Total War World War One

“World War I: Total War”

Europe since pre-Roman times has been marked by conflict. Warring tribes often did battle in small skirmishes and hand-to-hand combat. But as the civilizations grew and technology improved the battles became larger and much more intense. With the Industrial revolution, warfare would change forever. This can be best seen in World War One. The “war to end all wars” gradually escalated to a global conflict, dragging the super powers into a four year struggle. World War One brought many new and horrible inventions to the participants both at the front, as well as at home.

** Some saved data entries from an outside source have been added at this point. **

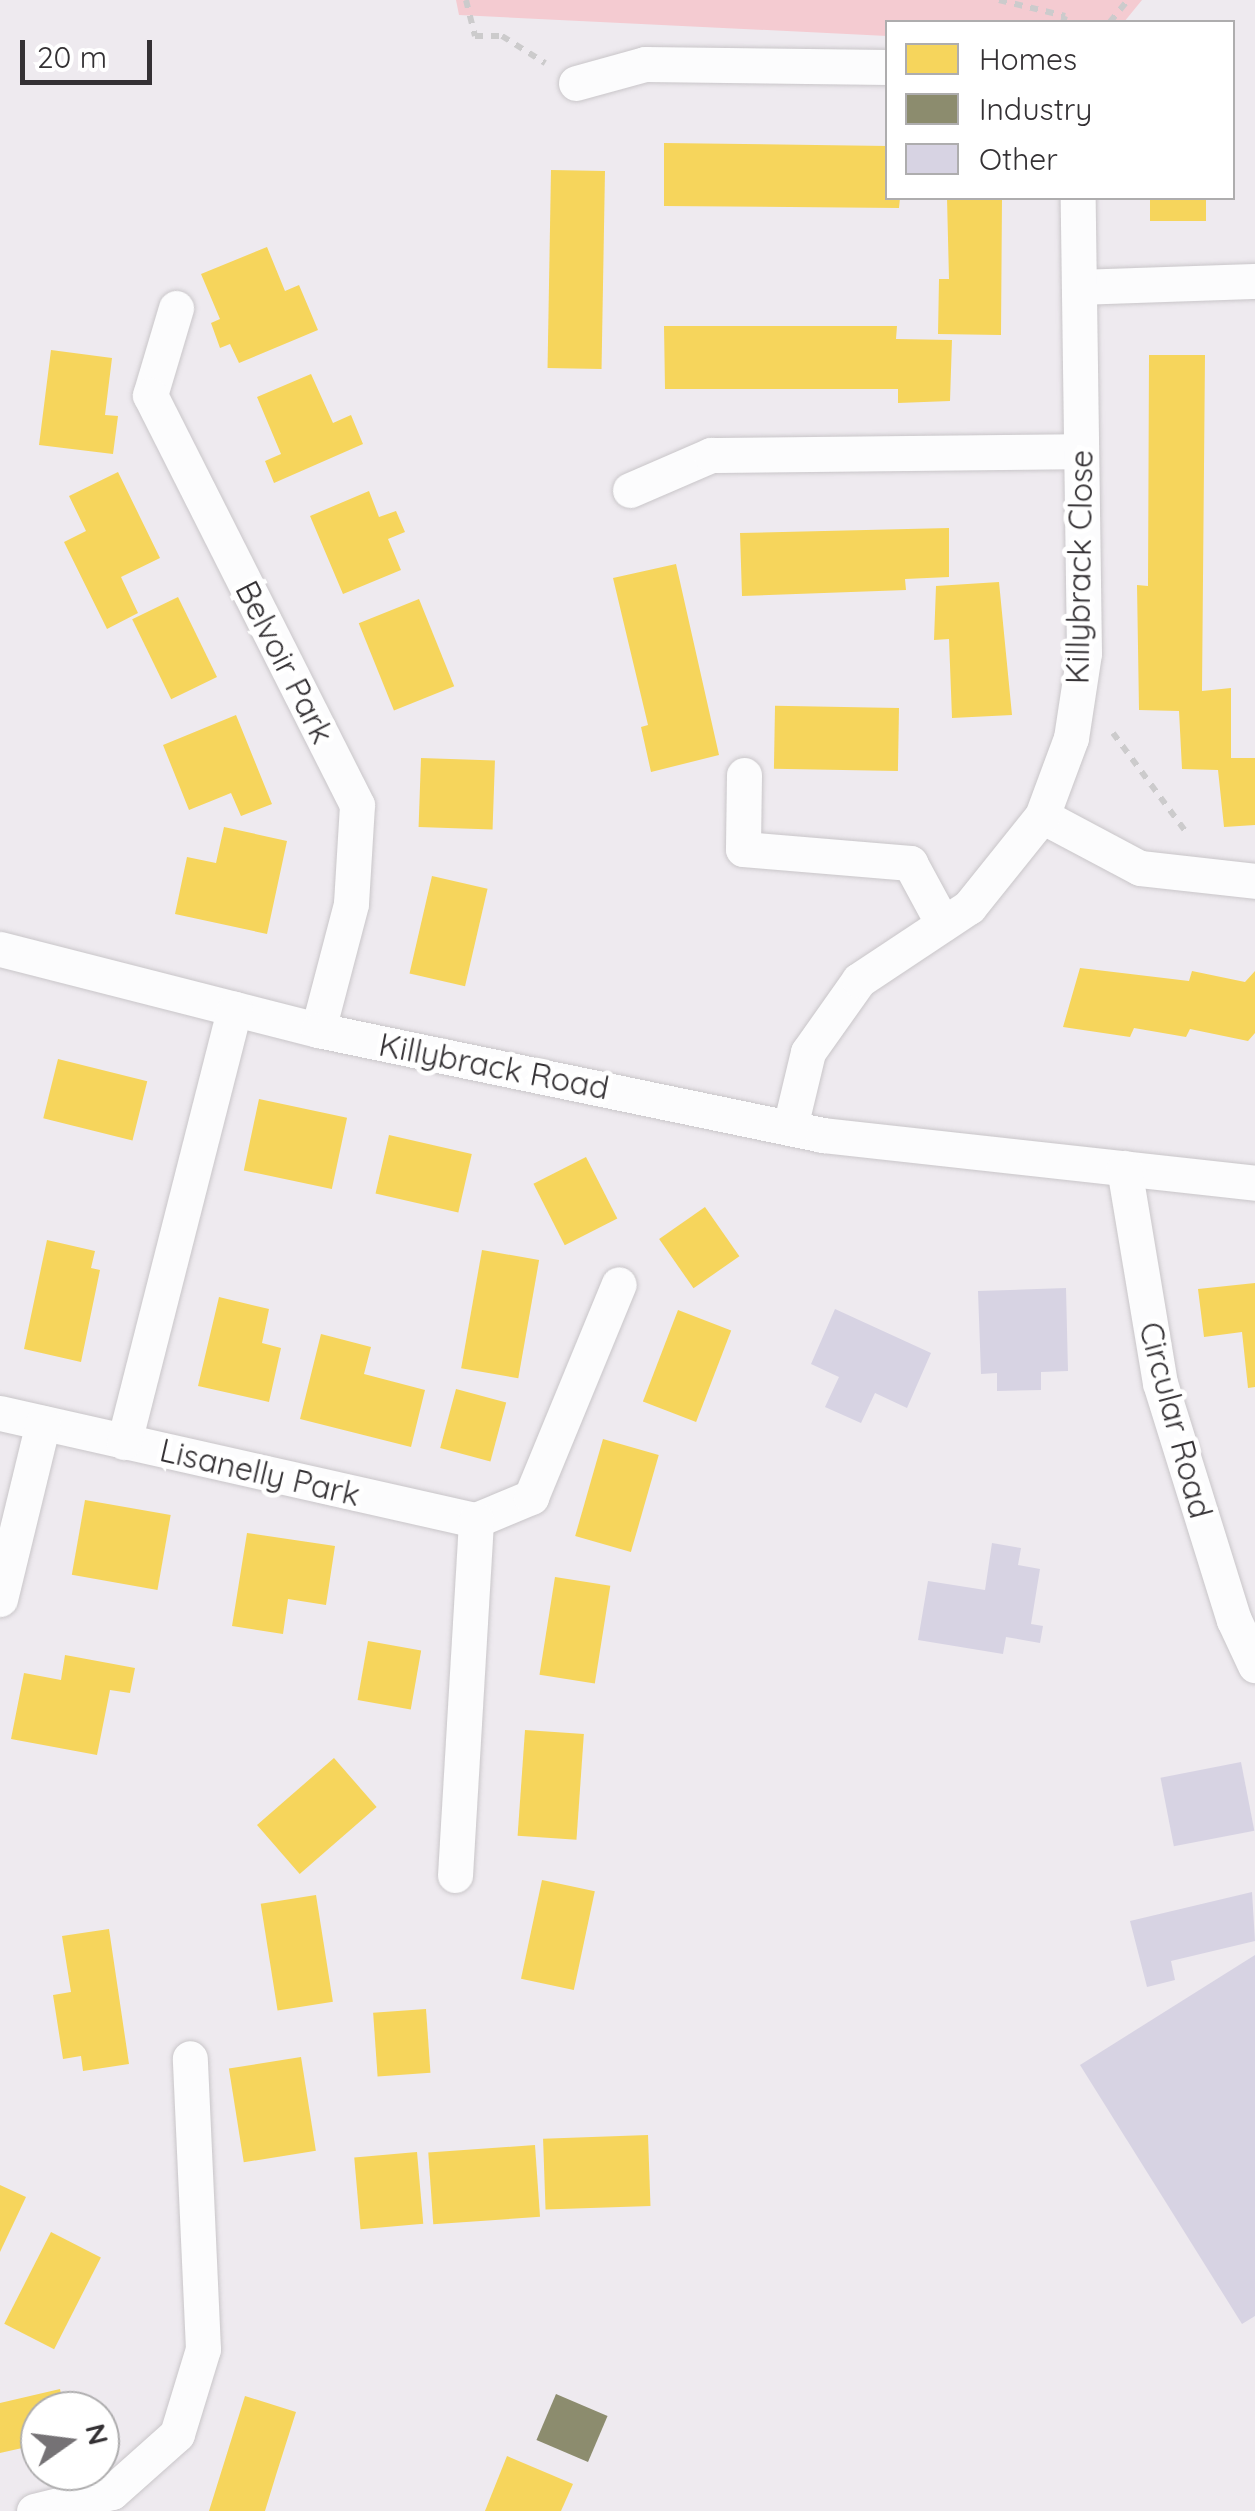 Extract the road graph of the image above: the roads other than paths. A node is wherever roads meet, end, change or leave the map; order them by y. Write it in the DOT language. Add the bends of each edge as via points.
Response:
graph roads {
  1 [pos="885,68"];
  2 [pos="576,83"];
  3 [pos="1078,200"];
  4 [pos="1255,281"];
  5 [pos="1080,287"];
  6 [pos="176,308"];
  7 [pos="1081,451"];
  8 [pos="630,490"];
  9 [pos="744,775"];
  10 [pos="1042,816"];
  11 [pos="1255,881"];
  12 [pos="943,924"];
  13 [pos="0,949"];
  14 [pos="234,1009"];
  15 [pos="318,1030"];
  16 [pos="790,1128"];
  17 [pos="1124,1168"];
  18 [pos="1255,1183"];
  19 [pos="619,1284"];
  20 [pos="0,1413"];
  21 [pos="43,1423"];
  22 [pos="124,1442"];
  23 [pos="476,1520"];
  24 [pos="0,1598"];
  25 [pos="1255,1665"];
  26 [pos="455,1875"];
  27 [pos="190,2058"];
  28 [pos="34,2511"];
  1 -- 2 [label="street" via="645,64"];
  3 -- 5 [label="street, Killybrack Close"];
  4 -- 5 [label="street"];
  5 -- 7 [label="street, Killybrack Close"];
  6 -- 15 [label="street, Belvoir Park" via="150,395 357,805 351,904"];
  7 -- 8 [label="street" via="711,455"];
  7 -- 10 [label="street, Killybrack Close" via="1084,653 1071,738"];
  9 -- 12 [label="street" via="743,849 910,863"];
  10 -- 11 [label="street" via="1140,868"];
  10 -- 12 [label="street, Killybrack Close" via="969,907"];
  12 -- 16 [label="street, Killybrack Close" via="859,980 808,1052"];
  13 -- 14 [label="street, Killybrack Road"];
  14 -- 15 [label="street, Killybrack Road"];
  14 -- 22 [label="street"];
  15 -- 16 [label="street, Killybrack Road"];
  16 -- 17 [label="street, Killybrack Road"];
  17 -- 18 [label="street, Killybrack Road"];
  17 -- 25 [label="street, Circular Road" via="1160,1383 1234,1620"];
  19 -- 23 [label="street" via="532,1496"];
  20 -- 21 [label="street, Lisanelly Park"];
  21 -- 22 [label="street, Lisanelly Park"];
  21 -- 24 [label="street"];
  22 -- 23 [label="street, Lisanelly Park"];
  23 -- 26 [label="street"];
  27 -- 28 [label="street" via="203,2350 177,2434 112,2492"];
}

There are many reasons why World War I was so much different than all the past conflicts. For one thing, it was the first time in almost one hundred years that all the major super powers were fighting. Not since Napoleon’s defeat at Waterloo, had England, France, Germany (Prussia at the time of Napoleon), and Russia been fighting at the same time. This in turn made it a global conflict. With all the over sea possessions of these countries, fighting was inevitable in their colonies. This was another first for World War I. Another huge aspect that made this war the first truly “modern” war, has to do with the Industrial Revolution. This revolution did change the nature of battle. No longer was war considered to be one-on-one. With the improvement of the gun and invention of the machine gun, almost anybody could become capable of killing many enemy soldiers. Industrialization of the warring countries meant a better railroad system. In turn, this meant that moving the supplies of war to the front line could be done relatively easily. For the first time also, countries were able use the entire industrial resources to help insure victory with industrial might. A final difference from this war from any other was the use of science and war. It was during this time when science was looked upon to help break the stalemate of the war. This can be seen in the use of poisonous gas. The Germans looked for ways to gain the advantage, and their scientists developed a way to spread Chlorine gas over the unprepared allies.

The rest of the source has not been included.